■ WHAT THIS TASK INVOLVES ■
Could you output every record again, exactly as given?

■ THE DATA ■
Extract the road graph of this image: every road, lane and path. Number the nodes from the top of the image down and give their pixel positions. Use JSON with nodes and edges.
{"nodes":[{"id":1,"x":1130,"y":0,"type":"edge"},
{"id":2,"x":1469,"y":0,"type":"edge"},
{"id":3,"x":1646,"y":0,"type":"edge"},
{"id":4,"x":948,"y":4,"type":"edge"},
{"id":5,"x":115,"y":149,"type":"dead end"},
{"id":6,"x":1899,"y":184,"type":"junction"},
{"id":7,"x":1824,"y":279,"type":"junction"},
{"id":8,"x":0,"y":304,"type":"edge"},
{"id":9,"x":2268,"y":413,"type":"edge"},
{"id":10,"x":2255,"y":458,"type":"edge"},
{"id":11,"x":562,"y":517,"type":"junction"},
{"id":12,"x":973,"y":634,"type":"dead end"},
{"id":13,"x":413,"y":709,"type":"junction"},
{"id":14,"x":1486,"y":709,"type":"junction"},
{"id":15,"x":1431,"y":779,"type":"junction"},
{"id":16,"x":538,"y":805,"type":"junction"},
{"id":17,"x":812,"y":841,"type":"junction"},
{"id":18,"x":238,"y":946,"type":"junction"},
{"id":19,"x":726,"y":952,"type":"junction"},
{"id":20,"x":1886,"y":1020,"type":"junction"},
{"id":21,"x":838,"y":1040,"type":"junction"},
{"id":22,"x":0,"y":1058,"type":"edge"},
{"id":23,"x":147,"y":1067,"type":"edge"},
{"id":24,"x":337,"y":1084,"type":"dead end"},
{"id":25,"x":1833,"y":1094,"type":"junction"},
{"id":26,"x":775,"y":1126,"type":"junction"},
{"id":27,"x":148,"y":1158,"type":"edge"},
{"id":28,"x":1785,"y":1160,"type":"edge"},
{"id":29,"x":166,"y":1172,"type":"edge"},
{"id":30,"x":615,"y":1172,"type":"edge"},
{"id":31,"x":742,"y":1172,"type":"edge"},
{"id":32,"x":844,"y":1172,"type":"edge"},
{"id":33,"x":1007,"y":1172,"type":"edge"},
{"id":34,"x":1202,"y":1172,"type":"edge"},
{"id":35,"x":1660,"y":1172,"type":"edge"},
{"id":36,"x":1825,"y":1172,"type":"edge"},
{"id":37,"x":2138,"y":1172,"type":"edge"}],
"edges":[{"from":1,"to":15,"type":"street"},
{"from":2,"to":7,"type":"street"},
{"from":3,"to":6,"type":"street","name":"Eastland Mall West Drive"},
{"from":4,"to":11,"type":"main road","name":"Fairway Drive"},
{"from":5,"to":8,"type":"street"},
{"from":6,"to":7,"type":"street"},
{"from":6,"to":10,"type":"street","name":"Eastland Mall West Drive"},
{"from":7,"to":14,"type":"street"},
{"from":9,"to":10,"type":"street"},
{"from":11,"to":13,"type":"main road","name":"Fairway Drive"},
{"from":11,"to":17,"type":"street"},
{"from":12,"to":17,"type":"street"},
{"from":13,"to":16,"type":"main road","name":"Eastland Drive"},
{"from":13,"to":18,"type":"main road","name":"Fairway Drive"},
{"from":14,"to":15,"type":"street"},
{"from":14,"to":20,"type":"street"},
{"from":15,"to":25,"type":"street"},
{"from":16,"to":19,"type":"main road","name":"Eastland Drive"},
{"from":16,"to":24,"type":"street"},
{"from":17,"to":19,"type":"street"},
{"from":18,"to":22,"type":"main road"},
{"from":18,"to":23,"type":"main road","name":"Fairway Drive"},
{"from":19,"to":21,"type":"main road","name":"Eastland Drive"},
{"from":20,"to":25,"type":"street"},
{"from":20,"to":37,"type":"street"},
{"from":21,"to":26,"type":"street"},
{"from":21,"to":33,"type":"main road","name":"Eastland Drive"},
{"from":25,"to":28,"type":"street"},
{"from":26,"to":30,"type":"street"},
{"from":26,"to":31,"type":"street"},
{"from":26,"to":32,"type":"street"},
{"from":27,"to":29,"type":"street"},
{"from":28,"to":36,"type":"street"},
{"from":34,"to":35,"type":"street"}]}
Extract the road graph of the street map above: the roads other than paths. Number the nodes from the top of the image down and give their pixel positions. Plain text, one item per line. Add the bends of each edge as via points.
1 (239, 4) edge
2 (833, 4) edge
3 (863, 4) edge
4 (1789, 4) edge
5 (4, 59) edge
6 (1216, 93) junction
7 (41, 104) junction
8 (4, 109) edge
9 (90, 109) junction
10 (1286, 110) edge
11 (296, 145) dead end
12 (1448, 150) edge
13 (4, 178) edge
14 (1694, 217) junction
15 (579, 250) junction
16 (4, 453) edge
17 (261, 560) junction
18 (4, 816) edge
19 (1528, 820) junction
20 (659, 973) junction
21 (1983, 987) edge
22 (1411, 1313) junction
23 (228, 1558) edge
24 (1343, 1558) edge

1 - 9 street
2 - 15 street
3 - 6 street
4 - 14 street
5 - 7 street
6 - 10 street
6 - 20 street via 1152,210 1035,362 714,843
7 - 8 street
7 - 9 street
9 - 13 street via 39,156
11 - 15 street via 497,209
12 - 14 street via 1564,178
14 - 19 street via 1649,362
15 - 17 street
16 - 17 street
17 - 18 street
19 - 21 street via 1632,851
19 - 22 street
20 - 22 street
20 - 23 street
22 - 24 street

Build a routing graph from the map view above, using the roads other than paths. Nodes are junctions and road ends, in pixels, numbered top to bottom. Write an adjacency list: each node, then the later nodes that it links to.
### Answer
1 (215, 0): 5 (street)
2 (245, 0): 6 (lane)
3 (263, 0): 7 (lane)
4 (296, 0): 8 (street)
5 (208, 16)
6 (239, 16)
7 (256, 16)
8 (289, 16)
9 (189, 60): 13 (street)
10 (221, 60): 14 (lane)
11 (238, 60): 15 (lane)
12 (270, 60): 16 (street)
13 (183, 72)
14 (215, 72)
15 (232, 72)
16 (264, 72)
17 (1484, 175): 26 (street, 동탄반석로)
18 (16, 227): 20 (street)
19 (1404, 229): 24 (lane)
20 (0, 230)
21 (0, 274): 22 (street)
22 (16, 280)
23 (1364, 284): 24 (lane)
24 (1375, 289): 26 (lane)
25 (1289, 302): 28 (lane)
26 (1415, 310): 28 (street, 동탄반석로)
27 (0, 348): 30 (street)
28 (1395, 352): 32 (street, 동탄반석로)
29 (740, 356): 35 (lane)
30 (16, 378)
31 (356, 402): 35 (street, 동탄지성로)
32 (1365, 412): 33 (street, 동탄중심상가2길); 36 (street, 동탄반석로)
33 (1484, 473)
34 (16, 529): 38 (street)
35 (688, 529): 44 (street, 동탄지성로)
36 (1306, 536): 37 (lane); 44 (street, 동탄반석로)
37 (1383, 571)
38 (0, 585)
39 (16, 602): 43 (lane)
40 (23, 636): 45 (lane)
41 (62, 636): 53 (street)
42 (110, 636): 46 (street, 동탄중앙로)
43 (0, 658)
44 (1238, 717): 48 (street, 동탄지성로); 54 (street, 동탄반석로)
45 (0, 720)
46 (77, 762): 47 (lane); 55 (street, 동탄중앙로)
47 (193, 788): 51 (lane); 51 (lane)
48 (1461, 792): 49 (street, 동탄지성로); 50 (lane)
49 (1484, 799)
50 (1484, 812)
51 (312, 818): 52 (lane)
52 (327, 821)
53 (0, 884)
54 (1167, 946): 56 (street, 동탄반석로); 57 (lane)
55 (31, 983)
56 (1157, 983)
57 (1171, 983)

■ FINISHED EXERCISE ■
Extract the road graph of this image: every road, lane and path. Number the nodes from the top of the image down and give their pixel positions. Use JSON with nodes and edges.
{"nodes":[{"id":1,"x":1130,"y":0,"type":"edge"},
{"id":2,"x":1469,"y":0,"type":"edge"},
{"id":3,"x":1646,"y":0,"type":"edge"},
{"id":4,"x":948,"y":4,"type":"edge"},
{"id":5,"x":115,"y":149,"type":"dead end"},
{"id":6,"x":1899,"y":184,"type":"junction"},
{"id":7,"x":1824,"y":279,"type":"junction"},
{"id":8,"x":0,"y":304,"type":"edge"},
{"id":9,"x":2268,"y":413,"type":"edge"},
{"id":10,"x":2255,"y":458,"type":"edge"},
{"id":11,"x":562,"y":517,"type":"junction"},
{"id":12,"x":973,"y":634,"type":"dead end"},
{"id":13,"x":413,"y":709,"type":"junction"},
{"id":14,"x":1486,"y":709,"type":"junction"},
{"id":15,"x":1431,"y":779,"type":"junction"},
{"id":16,"x":538,"y":805,"type":"junction"},
{"id":17,"x":812,"y":841,"type":"junction"},
{"id":18,"x":238,"y":946,"type":"junction"},
{"id":19,"x":726,"y":952,"type":"junction"},
{"id":20,"x":1886,"y":1020,"type":"junction"},
{"id":21,"x":838,"y":1040,"type":"junction"},
{"id":22,"x":0,"y":1058,"type":"edge"},
{"id":23,"x":147,"y":1067,"type":"edge"},
{"id":24,"x":337,"y":1084,"type":"dead end"},
{"id":25,"x":1833,"y":1094,"type":"junction"},
{"id":26,"x":775,"y":1126,"type":"junction"},
{"id":27,"x":148,"y":1158,"type":"edge"},
{"id":28,"x":1785,"y":1160,"type":"edge"},
{"id":29,"x":166,"y":1172,"type":"edge"},
{"id":30,"x":615,"y":1172,"type":"edge"},
{"id":31,"x":742,"y":1172,"type":"edge"},
{"id":32,"x":844,"y":1172,"type":"edge"},
{"id":33,"x":1007,"y":1172,"type":"edge"},
{"id":34,"x":1202,"y":1172,"type":"edge"},
{"id":35,"x":1660,"y":1172,"type":"edge"},
{"id":36,"x":1825,"y":1172,"type":"edge"},
{"id":37,"x":2138,"y":1172,"type":"edge"}],
"edges":[{"from":1,"to":15,"type":"street"},
{"from":2,"to":7,"type":"street"},
{"from":3,"to":6,"type":"street","name":"Eastland Mall West Drive"},
{"from":4,"to":11,"type":"main road","name":"Fairway Drive"},
{"from":5,"to":8,"type":"street"},
{"from":6,"to":7,"type":"street"},
{"from":6,"to":10,"type":"street","name":"Eastland Mall West Drive"},
{"from":7,"to":14,"type":"street"},
{"from":9,"to":10,"type":"street"},
{"from":11,"to":13,"type":"main road","name":"Fairway Drive"},
{"from":11,"to":17,"type":"street"},
{"from":12,"to":17,"type":"street"},
{"from":13,"to":16,"type":"main road","name":"Eastland Drive"},
{"from":13,"to":18,"type":"main road","name":"Fairway Drive"},
{"from":14,"to":15,"type":"street"},
{"from":14,"to":20,"type":"street"},
{"from":15,"to":25,"type":"street"},
{"from":16,"to":19,"type":"main road","name":"Eastland Drive"},
{"from":16,"to":24,"type":"street"},
{"from":17,"to":19,"type":"street"},
{"from":18,"to":22,"type":"main road"},
{"from":18,"to":23,"type":"main road","name":"Fairway Drive"},
{"from":19,"to":21,"type":"main road","name":"Eastland Drive"},
{"from":20,"to":25,"type":"street"},
{"from":20,"to":37,"type":"street"},
{"from":21,"to":26,"type":"street"},
{"from":21,"to":33,"type":"main road","name":"Eastland Drive"},
{"from":25,"to":28,"type":"street"},
{"from":26,"to":30,"type":"street"},
{"from":26,"to":31,"type":"street"},
{"from":26,"to":32,"type":"street"},
{"from":27,"to":29,"type":"street"},
{"from":28,"to":36,"type":"street"},
{"from":34,"to":35,"type":"street"}]}
Extract the road graph of the street map above: the roads other than paths. Number the nodes from the top of the image down and give their pixel positions. Plain text, one item per line. Add the bends of each edge as via points.
1 (239, 4) edge
2 (833, 4) edge
3 (863, 4) edge
4 (1789, 4) edge
5 (4, 59) edge
6 (1216, 93) junction
7 (41, 104) junction
8 (4, 109) edge
9 (90, 109) junction
10 (1286, 110) edge
11 (296, 145) dead end
12 (1448, 150) edge
13 (4, 178) edge
14 (1694, 217) junction
15 (579, 250) junction
16 (4, 453) edge
17 (261, 560) junction
18 (4, 816) edge
19 (1528, 820) junction
20 (659, 973) junction
21 (1983, 987) edge
22 (1411, 1313) junction
23 (228, 1558) edge
24 (1343, 1558) edge

1 - 9 street
2 - 15 street
3 - 6 street
4 - 14 street
5 - 7 street
6 - 10 street
6 - 20 street via 1152,210 1035,362 714,843
7 - 8 street
7 - 9 street
9 - 13 street via 39,156
11 - 15 street via 497,209
12 - 14 street via 1564,178
14 - 19 street via 1649,362
15 - 17 street
16 - 17 street
17 - 18 street
19 - 21 street via 1632,851
19 - 22 street
20 - 22 street
20 - 23 street
22 - 24 street

Build a routing graph from the map view above, using the roads other than paths. Nodes are junctions and road ends, in pixels, numbered top to bottom. Write an adjacency list: each node, then the later nodes that it links to.
### Answer
1 (215, 0): 5 (street)
2 (245, 0): 6 (lane)
3 (263, 0): 7 (lane)
4 (296, 0): 8 (street)
5 (208, 16)
6 (239, 16)
7 (256, 16)
8 (289, 16)
9 (189, 60): 13 (street)
10 (221, 60): 14 (lane)
11 (238, 60): 15 (lane)
12 (270, 60): 16 (street)
13 (183, 72)
14 (215, 72)
15 (232, 72)
16 (264, 72)
17 (1484, 175): 26 (street, 동탄반석로)
18 (16, 227): 20 (street)
19 (1404, 229): 24 (lane)
20 (0, 230)
21 (0, 274): 22 (street)
22 (16, 280)
23 (1364, 284): 24 (lane)
24 (1375, 289): 26 (lane)
25 (1289, 302): 28 (lane)
26 (1415, 310): 28 (street, 동탄반석로)
27 (0, 348): 30 (street)
28 (1395, 352): 32 (street, 동탄반석로)
29 (740, 356): 35 (lane)
30 (16, 378)
31 (356, 402): 35 (street, 동탄지성로)
32 (1365, 412): 33 (street, 동탄중심상가2길); 36 (street, 동탄반석로)
33 (1484, 473)
34 (16, 529): 38 (street)
35 (688, 529): 44 (street, 동탄지성로)
36 (1306, 536): 37 (lane); 44 (street, 동탄반석로)
37 (1383, 571)
38 (0, 585)
39 (16, 602): 43 (lane)
40 (23, 636): 45 (lane)
41 (62, 636): 53 (street)
42 (110, 636): 46 (street, 동탄중앙로)
43 (0, 658)
44 (1238, 717): 48 (street, 동탄지성로); 54 (street, 동탄반석로)
45 (0, 720)
46 (77, 762): 47 (lane); 55 (street, 동탄중앙로)
47 (193, 788): 51 (lane); 51 (lane)
48 (1461, 792): 49 (street, 동탄지성로); 50 (lane)
49 (1484, 799)
50 (1484, 812)
51 (312, 818): 52 (lane)
52 (327, 821)
53 (0, 884)
54 (1167, 946): 56 (street, 동탄반석로); 57 (lane)
55 (31, 983)
56 (1157, 983)
57 (1171, 983)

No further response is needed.